======== LISTED ENTRIES ========

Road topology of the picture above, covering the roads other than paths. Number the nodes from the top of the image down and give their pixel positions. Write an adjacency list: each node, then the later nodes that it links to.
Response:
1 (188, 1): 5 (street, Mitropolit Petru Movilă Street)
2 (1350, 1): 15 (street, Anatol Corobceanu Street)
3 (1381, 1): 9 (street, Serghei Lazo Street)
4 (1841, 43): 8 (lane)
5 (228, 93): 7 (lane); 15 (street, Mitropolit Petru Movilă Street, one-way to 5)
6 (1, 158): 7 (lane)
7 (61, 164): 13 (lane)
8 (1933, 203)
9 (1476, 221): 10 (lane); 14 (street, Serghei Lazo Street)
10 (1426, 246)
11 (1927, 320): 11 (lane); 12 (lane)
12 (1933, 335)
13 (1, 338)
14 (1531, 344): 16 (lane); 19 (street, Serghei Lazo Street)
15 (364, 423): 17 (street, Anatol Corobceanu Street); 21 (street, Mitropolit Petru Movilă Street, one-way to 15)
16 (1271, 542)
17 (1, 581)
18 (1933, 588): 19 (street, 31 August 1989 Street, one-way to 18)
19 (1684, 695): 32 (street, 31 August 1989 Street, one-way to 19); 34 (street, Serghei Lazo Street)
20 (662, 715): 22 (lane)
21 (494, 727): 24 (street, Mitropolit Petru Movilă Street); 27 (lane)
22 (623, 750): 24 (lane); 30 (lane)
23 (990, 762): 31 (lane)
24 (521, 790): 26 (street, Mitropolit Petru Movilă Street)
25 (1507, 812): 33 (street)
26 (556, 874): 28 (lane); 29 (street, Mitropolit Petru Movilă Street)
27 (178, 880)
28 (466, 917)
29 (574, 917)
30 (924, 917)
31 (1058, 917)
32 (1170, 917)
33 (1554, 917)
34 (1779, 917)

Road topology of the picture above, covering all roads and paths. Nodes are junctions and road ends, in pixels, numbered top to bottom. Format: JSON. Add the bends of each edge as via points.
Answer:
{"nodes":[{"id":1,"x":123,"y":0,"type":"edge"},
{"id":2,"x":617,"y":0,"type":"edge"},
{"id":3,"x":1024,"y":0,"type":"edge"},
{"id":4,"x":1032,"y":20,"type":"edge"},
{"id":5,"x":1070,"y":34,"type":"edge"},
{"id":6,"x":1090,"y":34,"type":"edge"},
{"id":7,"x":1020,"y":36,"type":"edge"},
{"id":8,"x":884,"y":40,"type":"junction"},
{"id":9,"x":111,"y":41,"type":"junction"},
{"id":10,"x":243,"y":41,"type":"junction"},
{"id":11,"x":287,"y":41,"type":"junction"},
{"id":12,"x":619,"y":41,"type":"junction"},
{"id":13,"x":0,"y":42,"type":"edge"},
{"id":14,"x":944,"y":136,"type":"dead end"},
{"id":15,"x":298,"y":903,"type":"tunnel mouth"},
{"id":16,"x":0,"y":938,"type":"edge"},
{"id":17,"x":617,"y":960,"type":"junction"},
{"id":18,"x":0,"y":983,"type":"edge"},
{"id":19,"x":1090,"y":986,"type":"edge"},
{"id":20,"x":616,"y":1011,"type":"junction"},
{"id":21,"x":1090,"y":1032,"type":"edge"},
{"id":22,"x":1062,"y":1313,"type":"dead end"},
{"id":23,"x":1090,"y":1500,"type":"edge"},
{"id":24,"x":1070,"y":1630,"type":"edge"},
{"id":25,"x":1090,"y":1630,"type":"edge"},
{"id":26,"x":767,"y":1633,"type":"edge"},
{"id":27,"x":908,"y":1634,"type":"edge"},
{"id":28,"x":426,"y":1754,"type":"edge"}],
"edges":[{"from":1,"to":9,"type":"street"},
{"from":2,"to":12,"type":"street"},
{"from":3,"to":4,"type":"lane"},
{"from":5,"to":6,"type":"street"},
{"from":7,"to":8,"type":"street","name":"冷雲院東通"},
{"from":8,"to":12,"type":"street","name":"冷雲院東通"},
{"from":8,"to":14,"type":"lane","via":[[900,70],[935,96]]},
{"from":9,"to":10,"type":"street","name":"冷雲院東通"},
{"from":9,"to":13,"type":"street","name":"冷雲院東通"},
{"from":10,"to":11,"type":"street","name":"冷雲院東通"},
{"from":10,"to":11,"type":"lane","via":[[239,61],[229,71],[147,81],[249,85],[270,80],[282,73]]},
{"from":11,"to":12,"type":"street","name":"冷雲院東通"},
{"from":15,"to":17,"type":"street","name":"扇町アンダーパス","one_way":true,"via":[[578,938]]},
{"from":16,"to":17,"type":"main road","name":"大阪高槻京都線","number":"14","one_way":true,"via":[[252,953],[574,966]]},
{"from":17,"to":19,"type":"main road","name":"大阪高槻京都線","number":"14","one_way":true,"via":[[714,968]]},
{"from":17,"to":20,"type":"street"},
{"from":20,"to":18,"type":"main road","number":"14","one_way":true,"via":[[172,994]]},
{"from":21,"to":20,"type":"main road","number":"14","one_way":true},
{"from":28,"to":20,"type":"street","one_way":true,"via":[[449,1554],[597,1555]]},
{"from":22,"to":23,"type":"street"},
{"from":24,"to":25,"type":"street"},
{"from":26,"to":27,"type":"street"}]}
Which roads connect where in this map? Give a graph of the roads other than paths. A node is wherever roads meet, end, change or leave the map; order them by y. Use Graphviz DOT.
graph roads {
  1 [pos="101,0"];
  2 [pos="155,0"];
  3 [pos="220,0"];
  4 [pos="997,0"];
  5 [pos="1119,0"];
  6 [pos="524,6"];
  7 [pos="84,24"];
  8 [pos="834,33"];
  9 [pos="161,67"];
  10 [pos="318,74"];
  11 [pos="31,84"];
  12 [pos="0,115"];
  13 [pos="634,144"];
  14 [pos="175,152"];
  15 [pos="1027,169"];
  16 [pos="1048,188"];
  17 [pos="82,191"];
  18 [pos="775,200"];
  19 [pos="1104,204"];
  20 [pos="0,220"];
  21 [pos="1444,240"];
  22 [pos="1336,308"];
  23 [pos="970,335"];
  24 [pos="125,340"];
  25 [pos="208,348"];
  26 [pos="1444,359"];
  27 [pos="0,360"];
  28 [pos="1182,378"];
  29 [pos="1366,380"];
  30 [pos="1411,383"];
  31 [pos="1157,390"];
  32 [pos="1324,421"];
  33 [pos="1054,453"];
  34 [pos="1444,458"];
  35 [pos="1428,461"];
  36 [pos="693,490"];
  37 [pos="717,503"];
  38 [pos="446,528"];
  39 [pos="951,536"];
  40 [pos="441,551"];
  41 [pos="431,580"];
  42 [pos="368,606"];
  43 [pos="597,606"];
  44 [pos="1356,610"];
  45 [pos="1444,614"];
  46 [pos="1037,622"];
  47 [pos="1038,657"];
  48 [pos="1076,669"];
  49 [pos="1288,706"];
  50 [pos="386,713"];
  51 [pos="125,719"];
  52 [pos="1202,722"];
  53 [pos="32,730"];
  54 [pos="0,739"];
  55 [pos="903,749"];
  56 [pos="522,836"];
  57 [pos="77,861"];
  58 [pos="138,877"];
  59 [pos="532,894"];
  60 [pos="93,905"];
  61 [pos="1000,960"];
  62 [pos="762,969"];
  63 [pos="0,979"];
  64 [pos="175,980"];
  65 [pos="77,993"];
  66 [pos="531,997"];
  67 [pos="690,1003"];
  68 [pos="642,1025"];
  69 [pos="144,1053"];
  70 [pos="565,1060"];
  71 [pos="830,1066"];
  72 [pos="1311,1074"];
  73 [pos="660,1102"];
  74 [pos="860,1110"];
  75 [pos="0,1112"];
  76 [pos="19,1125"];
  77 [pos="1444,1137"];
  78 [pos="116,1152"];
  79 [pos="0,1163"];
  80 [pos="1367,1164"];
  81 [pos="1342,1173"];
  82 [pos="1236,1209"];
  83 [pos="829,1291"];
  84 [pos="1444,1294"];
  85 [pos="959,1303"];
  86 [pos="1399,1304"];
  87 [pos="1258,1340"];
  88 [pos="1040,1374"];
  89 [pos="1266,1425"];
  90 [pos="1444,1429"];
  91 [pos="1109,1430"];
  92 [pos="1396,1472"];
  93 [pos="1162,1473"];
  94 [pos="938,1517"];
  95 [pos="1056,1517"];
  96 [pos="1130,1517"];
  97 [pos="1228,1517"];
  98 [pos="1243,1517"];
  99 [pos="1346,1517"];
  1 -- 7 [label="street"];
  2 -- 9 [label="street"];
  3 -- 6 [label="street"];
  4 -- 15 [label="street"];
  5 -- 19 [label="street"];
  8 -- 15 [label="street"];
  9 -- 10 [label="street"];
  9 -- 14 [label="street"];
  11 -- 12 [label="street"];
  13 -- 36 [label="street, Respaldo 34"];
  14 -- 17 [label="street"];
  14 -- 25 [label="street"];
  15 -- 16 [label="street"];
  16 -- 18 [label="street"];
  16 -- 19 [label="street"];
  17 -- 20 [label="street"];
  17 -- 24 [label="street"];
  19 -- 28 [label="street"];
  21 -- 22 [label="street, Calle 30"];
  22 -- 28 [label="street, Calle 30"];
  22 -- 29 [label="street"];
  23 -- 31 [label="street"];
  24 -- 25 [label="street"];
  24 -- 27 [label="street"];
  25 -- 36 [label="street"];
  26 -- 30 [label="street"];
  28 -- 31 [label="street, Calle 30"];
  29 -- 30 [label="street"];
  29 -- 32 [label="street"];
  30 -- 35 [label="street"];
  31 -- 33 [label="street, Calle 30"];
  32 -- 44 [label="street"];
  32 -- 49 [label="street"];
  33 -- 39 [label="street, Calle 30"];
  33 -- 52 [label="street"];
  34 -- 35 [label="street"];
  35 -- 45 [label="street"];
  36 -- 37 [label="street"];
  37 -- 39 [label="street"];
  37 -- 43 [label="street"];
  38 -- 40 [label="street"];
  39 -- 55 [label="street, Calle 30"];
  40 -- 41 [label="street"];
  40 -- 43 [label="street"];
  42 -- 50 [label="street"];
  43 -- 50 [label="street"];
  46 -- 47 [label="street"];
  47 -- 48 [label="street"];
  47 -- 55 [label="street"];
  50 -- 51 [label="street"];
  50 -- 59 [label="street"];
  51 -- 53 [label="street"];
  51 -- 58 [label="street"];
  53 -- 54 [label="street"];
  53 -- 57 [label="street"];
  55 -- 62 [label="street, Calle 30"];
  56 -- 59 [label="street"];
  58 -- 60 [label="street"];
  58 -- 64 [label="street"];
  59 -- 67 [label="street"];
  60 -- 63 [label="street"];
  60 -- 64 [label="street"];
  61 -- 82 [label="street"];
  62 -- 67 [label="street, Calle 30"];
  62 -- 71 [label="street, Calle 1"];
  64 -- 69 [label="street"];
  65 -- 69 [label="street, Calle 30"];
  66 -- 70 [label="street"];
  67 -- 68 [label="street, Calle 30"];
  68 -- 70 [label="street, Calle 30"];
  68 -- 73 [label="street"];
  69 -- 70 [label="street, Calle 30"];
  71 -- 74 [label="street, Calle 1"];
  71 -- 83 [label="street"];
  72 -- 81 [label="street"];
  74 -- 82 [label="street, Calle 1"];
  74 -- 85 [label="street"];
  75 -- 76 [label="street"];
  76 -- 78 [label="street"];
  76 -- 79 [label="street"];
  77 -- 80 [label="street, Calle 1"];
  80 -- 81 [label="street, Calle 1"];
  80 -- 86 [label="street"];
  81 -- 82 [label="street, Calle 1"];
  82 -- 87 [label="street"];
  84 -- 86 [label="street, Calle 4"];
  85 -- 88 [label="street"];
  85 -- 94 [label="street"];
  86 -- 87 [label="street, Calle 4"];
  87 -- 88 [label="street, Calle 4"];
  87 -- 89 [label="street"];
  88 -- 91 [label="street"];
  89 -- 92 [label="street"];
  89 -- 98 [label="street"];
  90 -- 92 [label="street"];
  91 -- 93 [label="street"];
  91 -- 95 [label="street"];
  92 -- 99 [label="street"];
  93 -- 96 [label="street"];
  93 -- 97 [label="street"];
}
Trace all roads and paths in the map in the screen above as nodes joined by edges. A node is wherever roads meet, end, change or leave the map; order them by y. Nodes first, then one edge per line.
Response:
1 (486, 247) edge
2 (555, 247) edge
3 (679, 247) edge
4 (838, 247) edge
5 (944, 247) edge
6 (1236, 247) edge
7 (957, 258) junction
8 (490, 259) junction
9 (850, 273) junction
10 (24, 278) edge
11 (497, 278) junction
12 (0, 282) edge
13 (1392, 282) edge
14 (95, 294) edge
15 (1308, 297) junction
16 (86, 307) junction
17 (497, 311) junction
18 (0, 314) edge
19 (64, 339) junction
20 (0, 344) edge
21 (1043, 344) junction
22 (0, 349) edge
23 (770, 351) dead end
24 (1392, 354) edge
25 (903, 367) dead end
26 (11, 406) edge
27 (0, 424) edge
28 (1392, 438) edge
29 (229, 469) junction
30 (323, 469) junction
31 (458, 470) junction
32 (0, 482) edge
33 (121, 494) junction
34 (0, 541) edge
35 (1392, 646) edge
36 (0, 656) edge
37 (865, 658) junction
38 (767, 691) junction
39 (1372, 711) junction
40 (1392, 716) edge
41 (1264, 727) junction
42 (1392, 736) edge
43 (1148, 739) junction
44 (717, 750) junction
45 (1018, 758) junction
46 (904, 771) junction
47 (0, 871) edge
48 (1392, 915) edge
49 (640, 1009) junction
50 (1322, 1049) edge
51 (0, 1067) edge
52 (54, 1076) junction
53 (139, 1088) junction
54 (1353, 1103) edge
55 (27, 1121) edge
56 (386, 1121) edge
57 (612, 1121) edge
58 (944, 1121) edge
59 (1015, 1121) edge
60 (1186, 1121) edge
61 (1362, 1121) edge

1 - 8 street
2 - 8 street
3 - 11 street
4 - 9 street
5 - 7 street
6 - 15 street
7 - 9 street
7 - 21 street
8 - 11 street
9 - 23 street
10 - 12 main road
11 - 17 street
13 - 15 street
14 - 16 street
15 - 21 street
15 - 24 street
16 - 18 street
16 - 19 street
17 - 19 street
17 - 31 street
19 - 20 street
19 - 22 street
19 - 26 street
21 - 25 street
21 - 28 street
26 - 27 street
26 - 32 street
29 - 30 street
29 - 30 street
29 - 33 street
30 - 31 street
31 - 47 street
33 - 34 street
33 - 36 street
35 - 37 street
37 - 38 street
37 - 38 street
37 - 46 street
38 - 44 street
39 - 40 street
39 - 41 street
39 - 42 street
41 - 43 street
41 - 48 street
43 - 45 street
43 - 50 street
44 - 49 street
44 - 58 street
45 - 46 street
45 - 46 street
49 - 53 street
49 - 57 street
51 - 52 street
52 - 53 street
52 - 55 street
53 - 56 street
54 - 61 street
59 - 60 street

========

> **TO DO**
Identify every line above that includes the word "wherever", and show those lines.

> **SOLUTION TO THIS PROBLEM**
Which roads connect where in this map? Give a graph of the roads other than paths. A node is wherever roads meet, end, change or leave the map; order them by y. Use Graphviz DOT.
Trace all roads and paths in the map in the screen above as nodes joined by edges. A node is wherever roads meet, end, change or leave the map; order them by y. Nodes first, then one edge per line.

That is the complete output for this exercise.